Un ensemble nouveau de manuscrits a affleuré au cours de l’inventaire, constituant ce que l’on pourrait presque définir comme un sous-fonds Marguerite Focillon. Cet ensemble constitué de manuscrits fut probablement collationné après 1943 par Marguerite Focillon. On en trouve des traces de classement originel avec numérotation et étiquettes manuscrites de la main de Marguerite Focillon (Archives 191/73-76). Cet ensemble, à notre connaissance, n’a pas encore été examiné par la communauté scientifique. Il est à noter que le fonds, dans son ensemble, fait apparaître Marguerite Focillon comme une partenaire scientifique et intellectuelle cruciale pour son mari. Elle prend note de ses conversations, de ses conférences, de ses cours ; elle rédige sa correspondance entre 1940 et 1943, au moment où sa vue baisse considérablement et où la maladie le terrasse. Enfin, elle organise et rassemble après la Libération ses archives, pour garantir aussi bien la mémoire de son œuvre formelle que des activités intellectuelles et institutionnelles traçables dans sa volumineuse correspondance.

L’œuvre d’aquafortiste de Victor Focillon

Le fonds fait également émerger d’autres figures, comme Victor Focillon (Archives 191/2 à Archives 191/3/4), pas seulement à travers la correspondance de son fils Henri, mais aussi grâce à des matériaux d’archives rassemblés par ce dernier sur l’œuvre d’aquafortiste de son père, ainsi que leur importante correspondance artistique à tous deux avec Henri Chabeuf (Archives 191/35). La correspondance d’Henri Focillon avec son mentor Gustave Geffroy (Archives 191/3/5 à Archives 191/5) livre également des données nouvelles sur les réseaux de l’histoire de l’art entre 1882 et 1925.

En dernier lieu, un bel ensemble de dessins d’Henri Focillon (Archives 191/36 à Archives 191/37/3 GF) appelle interprétations et études.
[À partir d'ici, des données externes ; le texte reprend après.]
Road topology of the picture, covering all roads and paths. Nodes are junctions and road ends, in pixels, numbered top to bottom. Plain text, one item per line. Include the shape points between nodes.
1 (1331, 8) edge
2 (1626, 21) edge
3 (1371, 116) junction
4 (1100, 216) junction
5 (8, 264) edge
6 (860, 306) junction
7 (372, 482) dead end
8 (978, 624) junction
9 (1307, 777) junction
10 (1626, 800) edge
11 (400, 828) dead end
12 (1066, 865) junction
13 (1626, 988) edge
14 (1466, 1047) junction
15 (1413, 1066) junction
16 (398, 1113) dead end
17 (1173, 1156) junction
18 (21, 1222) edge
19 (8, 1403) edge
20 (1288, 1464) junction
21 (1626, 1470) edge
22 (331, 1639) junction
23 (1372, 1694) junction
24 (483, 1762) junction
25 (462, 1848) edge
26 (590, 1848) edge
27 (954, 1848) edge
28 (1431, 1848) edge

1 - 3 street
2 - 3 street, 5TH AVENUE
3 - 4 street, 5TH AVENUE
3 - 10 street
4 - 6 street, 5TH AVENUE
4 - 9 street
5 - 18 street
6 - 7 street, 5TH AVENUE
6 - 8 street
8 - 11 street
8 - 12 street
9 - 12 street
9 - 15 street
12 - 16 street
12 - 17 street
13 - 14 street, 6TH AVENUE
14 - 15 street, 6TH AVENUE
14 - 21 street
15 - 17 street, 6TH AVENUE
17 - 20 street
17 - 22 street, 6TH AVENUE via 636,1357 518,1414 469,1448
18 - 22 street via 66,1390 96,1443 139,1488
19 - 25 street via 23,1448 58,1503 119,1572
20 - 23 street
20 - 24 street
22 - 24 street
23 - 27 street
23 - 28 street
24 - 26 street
Inspiré par la technique de l’estampe, l’historien de l’art utilise plume et lavis pour camper des mondes imaginaires, suggérer des visions nouvelles, concevoir des architectures, pasticher des artistes célèbres pour mieux pénétrer leur art.

Henri Focillon, pastiche de Rembrandt, s. d. Paris, bibliothèque de l’INHA, Archives 191/37/1 GF. Cliché INHA.

Henri Focillon, pastiche de Van Gogh, s. d. Paris, bibliothèque de l’INHA, Archives 191/37/1 GF. Cliché INHA.

En définitive, les archives d’Henri Focillon, telles qu’elles sont conservées et connues aujourd’hui, appellent trois réflexions :

  1. Ces archives d’historien de l’art, parfois artiste, parfois tribun, expriment la stature nouvelle – et politique – de l’historien de l’art dans la première moitié du XXe siècle.
  2. Ce fonds, en grande partie inexploré et inexploité, est propre à susciter une activité et une réflexion collective sur un pan majeur de l’histoire de l’histoire de l’art.
  3. L’activité intellectuelle de Focillon, littéraire, historique, philosophique, politique et d’histoire de l’art, apparait comme un prolégomène aux défis actuels de transdisciplinarité dans la recherche en sciences humaines et sociales.